Die oben genannte Erklärung ist auch nicht so weit hergeholt, wie manche zunächst denken mögen. Schließlich besagt eine der Regeln der Komplexitätstheorie, dass Anfangsbedingungen beim Einsetzen eines nichtlinearen Prozesses das Endergebnis überproportional beeinflussen können. In diesem Zusammenhang drohte die erste gescheiterte Phase der Kiewer Gegenoffensive die gesamte Kampagne zu ruinieren, was die Planer dazu veranlasst haben könnte, Kowaltschuks "letzten Ausweg" einzusetzen, um eine unerwartete Variable in die Gleichung einzuführen, die ihre Chancen verbessern könnte.

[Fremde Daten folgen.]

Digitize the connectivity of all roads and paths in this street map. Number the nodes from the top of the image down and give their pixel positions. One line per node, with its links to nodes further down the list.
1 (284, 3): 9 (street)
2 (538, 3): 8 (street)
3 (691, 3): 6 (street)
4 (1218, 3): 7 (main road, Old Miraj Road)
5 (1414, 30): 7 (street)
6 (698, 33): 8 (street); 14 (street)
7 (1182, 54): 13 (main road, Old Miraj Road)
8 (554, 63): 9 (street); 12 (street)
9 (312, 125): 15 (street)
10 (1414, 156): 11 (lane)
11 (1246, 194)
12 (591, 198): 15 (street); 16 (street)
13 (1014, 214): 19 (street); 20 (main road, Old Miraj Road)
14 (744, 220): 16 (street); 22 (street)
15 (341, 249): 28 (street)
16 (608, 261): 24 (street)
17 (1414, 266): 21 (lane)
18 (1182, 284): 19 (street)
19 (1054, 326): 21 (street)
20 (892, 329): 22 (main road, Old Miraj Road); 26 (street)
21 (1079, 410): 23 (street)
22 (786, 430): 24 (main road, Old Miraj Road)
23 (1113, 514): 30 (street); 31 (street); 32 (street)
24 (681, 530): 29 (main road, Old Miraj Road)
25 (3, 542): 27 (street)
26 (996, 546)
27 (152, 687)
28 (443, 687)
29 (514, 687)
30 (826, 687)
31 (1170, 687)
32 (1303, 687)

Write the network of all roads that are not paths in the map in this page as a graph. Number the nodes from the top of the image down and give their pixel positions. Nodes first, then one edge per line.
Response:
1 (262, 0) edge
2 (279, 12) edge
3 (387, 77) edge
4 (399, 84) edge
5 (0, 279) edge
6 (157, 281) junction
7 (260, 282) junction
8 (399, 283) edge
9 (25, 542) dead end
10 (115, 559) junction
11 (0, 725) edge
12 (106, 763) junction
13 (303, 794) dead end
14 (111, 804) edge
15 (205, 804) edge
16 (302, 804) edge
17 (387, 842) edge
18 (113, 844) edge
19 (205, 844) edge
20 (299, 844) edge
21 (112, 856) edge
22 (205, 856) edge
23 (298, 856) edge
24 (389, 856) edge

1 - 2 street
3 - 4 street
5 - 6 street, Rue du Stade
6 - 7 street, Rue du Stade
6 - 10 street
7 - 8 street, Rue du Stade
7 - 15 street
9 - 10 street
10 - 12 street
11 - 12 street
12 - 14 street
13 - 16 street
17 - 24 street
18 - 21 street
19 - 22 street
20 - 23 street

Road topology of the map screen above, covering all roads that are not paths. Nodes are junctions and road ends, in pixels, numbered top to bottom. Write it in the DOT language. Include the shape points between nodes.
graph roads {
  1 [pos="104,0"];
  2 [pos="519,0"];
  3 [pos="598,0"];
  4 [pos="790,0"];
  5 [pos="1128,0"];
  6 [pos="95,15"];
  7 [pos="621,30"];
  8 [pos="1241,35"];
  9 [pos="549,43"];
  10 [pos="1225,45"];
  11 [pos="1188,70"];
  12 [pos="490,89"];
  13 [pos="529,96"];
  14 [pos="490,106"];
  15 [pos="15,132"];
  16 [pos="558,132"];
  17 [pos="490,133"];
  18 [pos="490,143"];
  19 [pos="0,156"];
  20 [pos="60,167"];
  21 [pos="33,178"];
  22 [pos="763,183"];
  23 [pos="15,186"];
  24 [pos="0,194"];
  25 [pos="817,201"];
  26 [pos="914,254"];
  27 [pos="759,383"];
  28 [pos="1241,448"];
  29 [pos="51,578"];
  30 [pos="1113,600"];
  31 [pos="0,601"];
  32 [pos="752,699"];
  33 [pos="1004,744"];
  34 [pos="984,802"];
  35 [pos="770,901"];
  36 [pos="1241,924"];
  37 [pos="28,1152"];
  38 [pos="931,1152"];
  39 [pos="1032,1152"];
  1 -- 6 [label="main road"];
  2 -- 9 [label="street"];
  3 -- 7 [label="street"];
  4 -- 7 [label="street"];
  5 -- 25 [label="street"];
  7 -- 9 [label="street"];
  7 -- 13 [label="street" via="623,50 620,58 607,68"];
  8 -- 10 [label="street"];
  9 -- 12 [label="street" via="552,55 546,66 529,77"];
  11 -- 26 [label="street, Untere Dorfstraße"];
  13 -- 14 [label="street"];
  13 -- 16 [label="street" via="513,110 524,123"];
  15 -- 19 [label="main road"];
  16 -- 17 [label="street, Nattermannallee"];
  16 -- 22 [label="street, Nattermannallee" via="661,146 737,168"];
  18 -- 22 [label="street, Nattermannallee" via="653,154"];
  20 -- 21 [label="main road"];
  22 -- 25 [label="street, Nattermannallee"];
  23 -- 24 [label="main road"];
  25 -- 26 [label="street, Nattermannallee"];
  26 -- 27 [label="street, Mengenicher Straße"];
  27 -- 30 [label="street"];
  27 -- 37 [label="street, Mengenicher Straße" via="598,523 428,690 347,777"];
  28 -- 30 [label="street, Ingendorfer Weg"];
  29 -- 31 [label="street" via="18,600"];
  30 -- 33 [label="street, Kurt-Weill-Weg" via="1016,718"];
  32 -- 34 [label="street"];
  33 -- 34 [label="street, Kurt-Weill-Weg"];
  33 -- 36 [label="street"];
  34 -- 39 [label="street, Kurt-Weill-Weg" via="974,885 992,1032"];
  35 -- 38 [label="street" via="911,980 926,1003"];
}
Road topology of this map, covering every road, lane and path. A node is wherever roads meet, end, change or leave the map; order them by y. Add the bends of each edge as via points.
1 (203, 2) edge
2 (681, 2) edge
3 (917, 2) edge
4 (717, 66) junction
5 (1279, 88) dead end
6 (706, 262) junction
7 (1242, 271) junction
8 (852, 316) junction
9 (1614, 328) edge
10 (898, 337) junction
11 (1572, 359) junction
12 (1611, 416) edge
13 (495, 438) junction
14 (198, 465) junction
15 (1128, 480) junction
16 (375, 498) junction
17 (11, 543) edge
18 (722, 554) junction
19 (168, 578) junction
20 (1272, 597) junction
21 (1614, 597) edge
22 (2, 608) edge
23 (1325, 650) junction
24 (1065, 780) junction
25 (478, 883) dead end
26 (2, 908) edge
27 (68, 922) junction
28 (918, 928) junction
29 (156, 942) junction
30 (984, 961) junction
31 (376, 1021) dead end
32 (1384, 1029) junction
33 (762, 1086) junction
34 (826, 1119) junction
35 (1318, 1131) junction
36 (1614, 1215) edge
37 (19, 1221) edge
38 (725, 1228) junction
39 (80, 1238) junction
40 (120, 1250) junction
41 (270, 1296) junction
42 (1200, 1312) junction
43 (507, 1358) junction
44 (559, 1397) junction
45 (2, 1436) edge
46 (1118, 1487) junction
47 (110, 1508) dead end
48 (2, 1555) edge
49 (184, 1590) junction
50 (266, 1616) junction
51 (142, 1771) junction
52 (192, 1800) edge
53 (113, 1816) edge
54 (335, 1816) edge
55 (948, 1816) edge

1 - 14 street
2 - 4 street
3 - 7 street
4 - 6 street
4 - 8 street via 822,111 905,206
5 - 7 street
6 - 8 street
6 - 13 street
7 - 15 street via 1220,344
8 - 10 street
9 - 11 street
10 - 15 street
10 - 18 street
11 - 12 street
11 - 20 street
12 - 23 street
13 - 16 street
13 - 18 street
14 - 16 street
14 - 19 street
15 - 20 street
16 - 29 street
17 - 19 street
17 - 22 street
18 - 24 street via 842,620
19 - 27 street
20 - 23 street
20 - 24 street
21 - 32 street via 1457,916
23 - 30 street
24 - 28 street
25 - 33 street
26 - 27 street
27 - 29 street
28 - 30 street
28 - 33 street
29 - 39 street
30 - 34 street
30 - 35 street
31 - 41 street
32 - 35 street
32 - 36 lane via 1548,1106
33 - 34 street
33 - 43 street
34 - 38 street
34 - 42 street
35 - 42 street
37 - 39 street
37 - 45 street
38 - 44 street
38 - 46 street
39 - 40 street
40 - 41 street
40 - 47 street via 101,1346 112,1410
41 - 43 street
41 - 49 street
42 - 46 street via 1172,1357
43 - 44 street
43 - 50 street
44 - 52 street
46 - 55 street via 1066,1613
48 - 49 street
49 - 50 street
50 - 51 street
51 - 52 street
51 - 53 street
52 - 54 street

Russland hatte mehr als 15 Monate Zeit, sich in den ehemaligen östlichen und südlichen Regionen der Ukraine, die Kiew immer noch für sich beansprucht, durch den Bau verschiedener Verteidigungsanlagen und der damit verbundenen Vorbereitung auf den Ernstfall zu verschanzen, um die Kontrolle über diese Gebiete zu behalten. Daraus folgt, dass selbst die am besten ausgestattete und durchdachte Gegenoffensive entgegen den Erwartungen der westlichen Öffentlichkeit kein Spaziergang werden würde, was erklärt, warum die erste Phase soeben gescheitert ist.
Dieser Realitätscheck machte alle Wunschvorstellungen Kiews zunichte, denn er zeigte, dass der ursprüngliche Plan, die Kontaktlinie zu überrennen, mit beträchtlichen Kosten einhergeht, die die Erfolgsaussichten schmälern, wenn nicht hinter der Front etwas Ernsthaftes passiert, um die russischen Verteidiger abzulenken. Darin liegt der strategische Grund für die teilweise Zerstörung des Kachowka-Damms am Dienstagmorgen – genau so, wie es Kowaltschuk Ende letzten Jahres gegenüber WaPo selbst einräumte, dass dies möglich wäre.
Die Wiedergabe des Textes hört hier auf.